■ **RECORDS SHOWN**:
·····

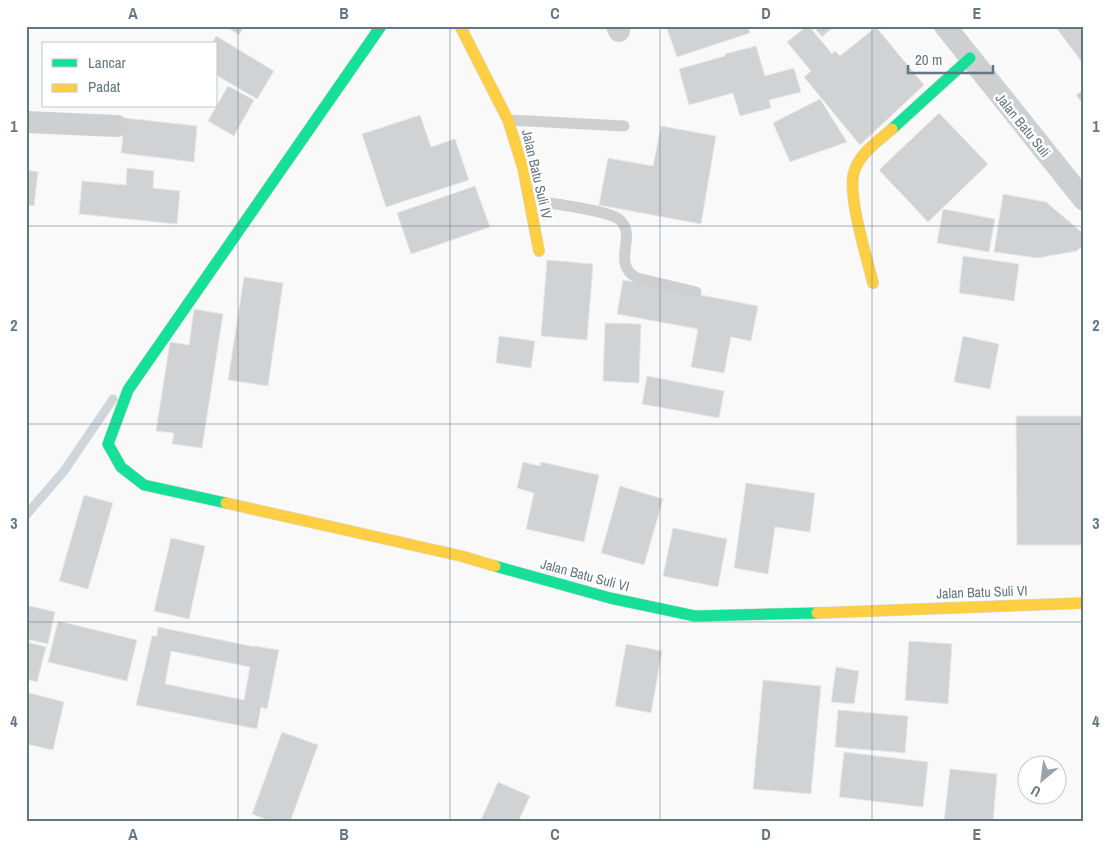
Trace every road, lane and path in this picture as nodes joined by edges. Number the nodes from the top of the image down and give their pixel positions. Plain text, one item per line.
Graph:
1 (381, 26) edge
2 (460, 26) edge
3 (945, 26) edge
4 (970, 58) junction
5 (508, 120) junction
6 (26, 122) edge
7 (117, 126) dead end
8 (624, 126) dead end
9 (530, 200) junction
10 (1084, 200) edge
11 (539, 251) dead end
12 (873, 283) dead end
13 (696, 292) dead end
14 (1084, 603) edge

1 - 14 street, Jalan Batu Suli VI
2 - 5 street, Jalan Batu Suli IV
3 - 4 street, Jalan Batu Suli
4 - 10 street, Jalan Batu Suli
4 - 12 street
5 - 8 lane
5 - 9 street, Jalan Batu Suli IV
6 - 7 street
9 - 11 street, Jalan Batu Suli IV
9 - 13 lane

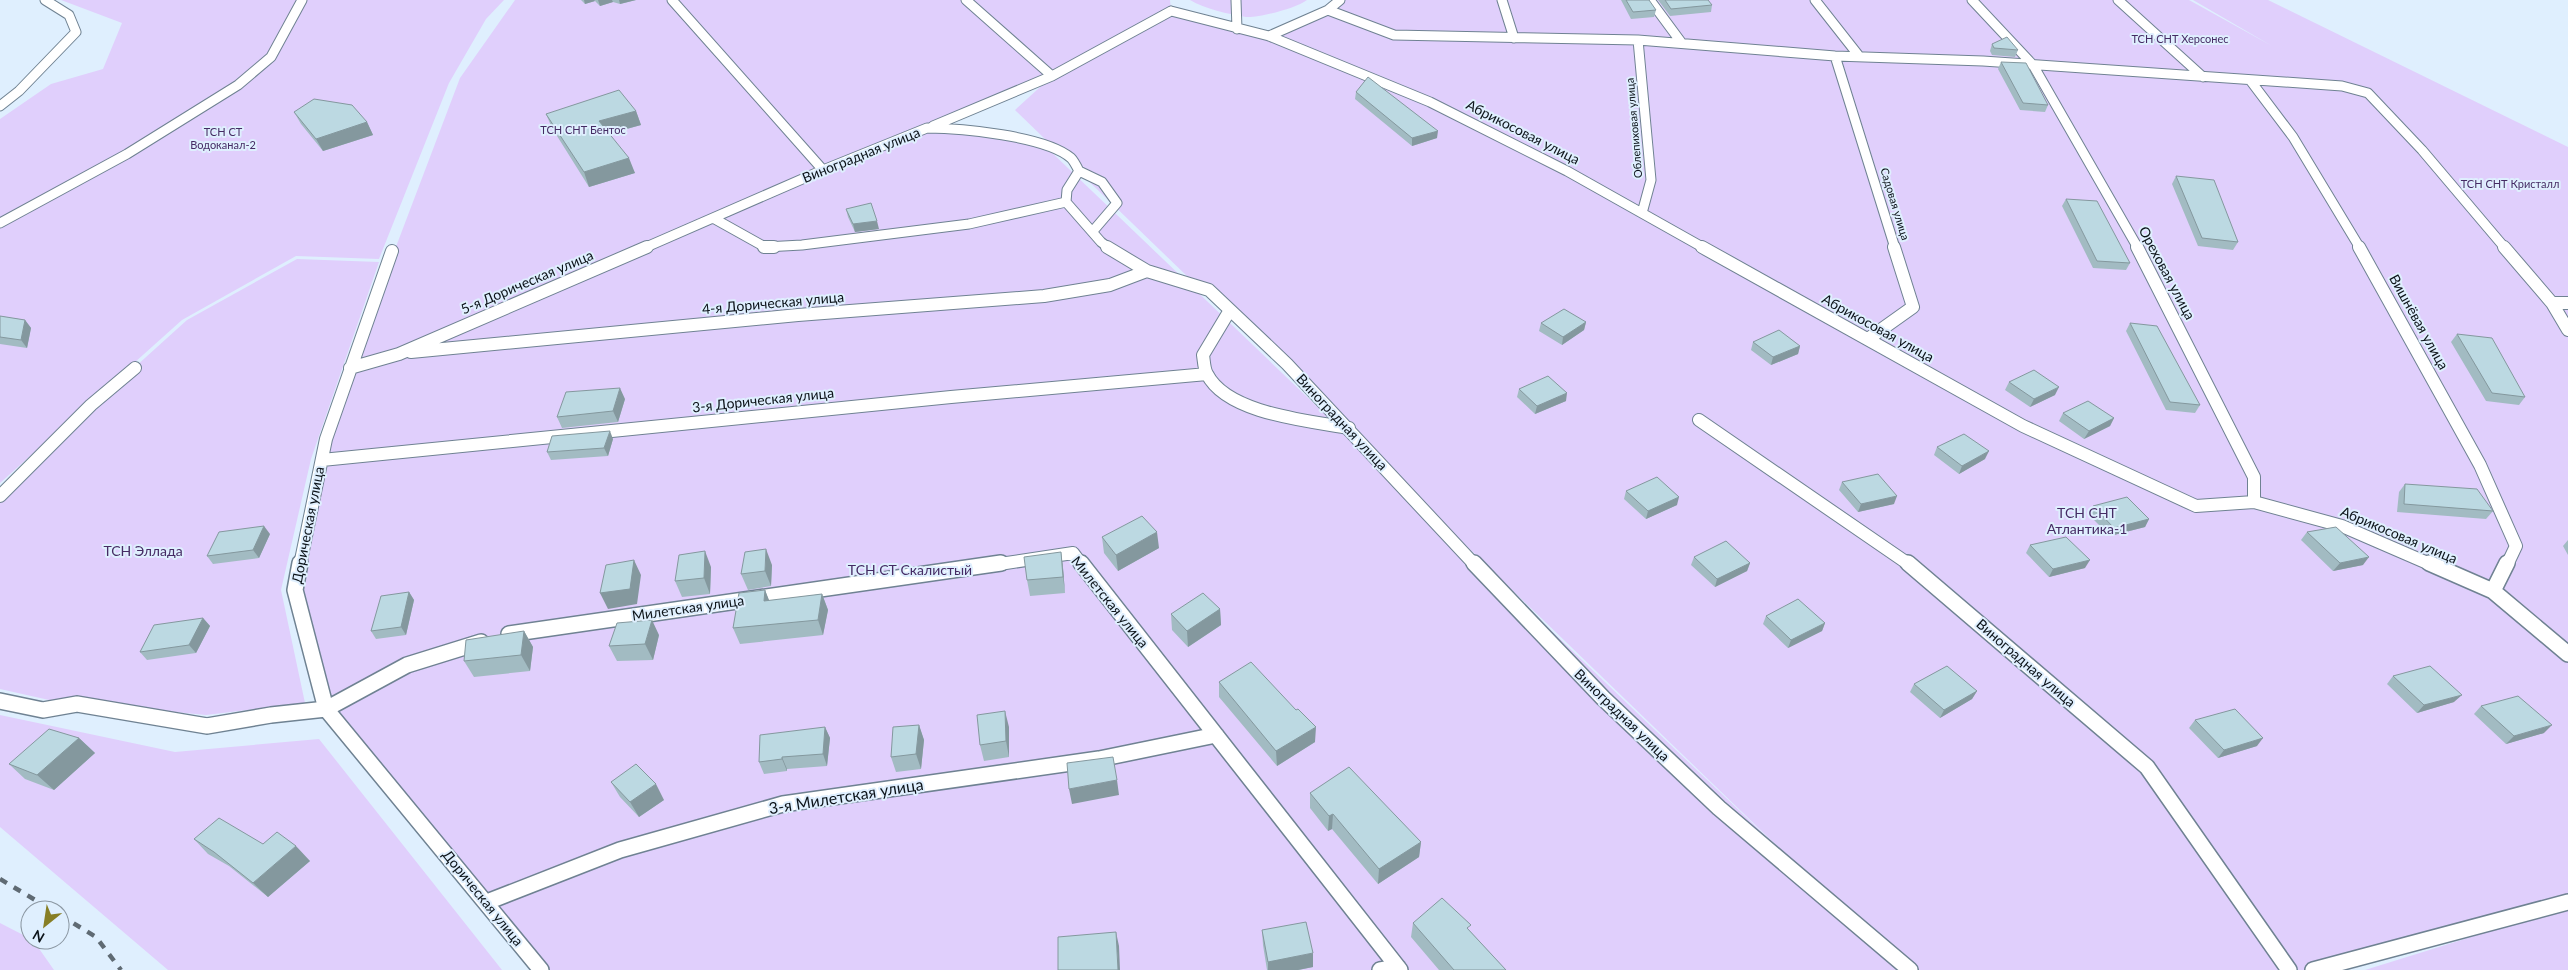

·····

■ **PROBLEM TO WORK ON**:
From the first line to the last, return the material above exactly, apart from the pictures.

■ **SOLVED EXERCISE**:
Trace every road, lane and path in this picture as nodes joined by edges. Number the nodes from the top of the image down and give their pixel positions. Plain text, one item per line.
Graph:
1 (381, 26) edge
2 (460, 26) edge
3 (945, 26) edge
4 (970, 58) junction
5 (508, 120) junction
6 (26, 122) edge
7 (117, 126) dead end
8 (624, 126) dead end
9 (530, 200) junction
10 (1084, 200) edge
11 (539, 251) dead end
12 (873, 283) dead end
13 (696, 292) dead end
14 (1084, 603) edge

1 - 14 street, Jalan Batu Suli VI
2 - 5 street, Jalan Batu Suli IV
3 - 4 street, Jalan Batu Suli
4 - 10 street, Jalan Batu Suli
4 - 12 street
5 - 8 lane
5 - 9 street, Jalan Batu Suli IV
6 - 7 street
9 - 11 street, Jalan Batu Suli IV
9 - 13 lane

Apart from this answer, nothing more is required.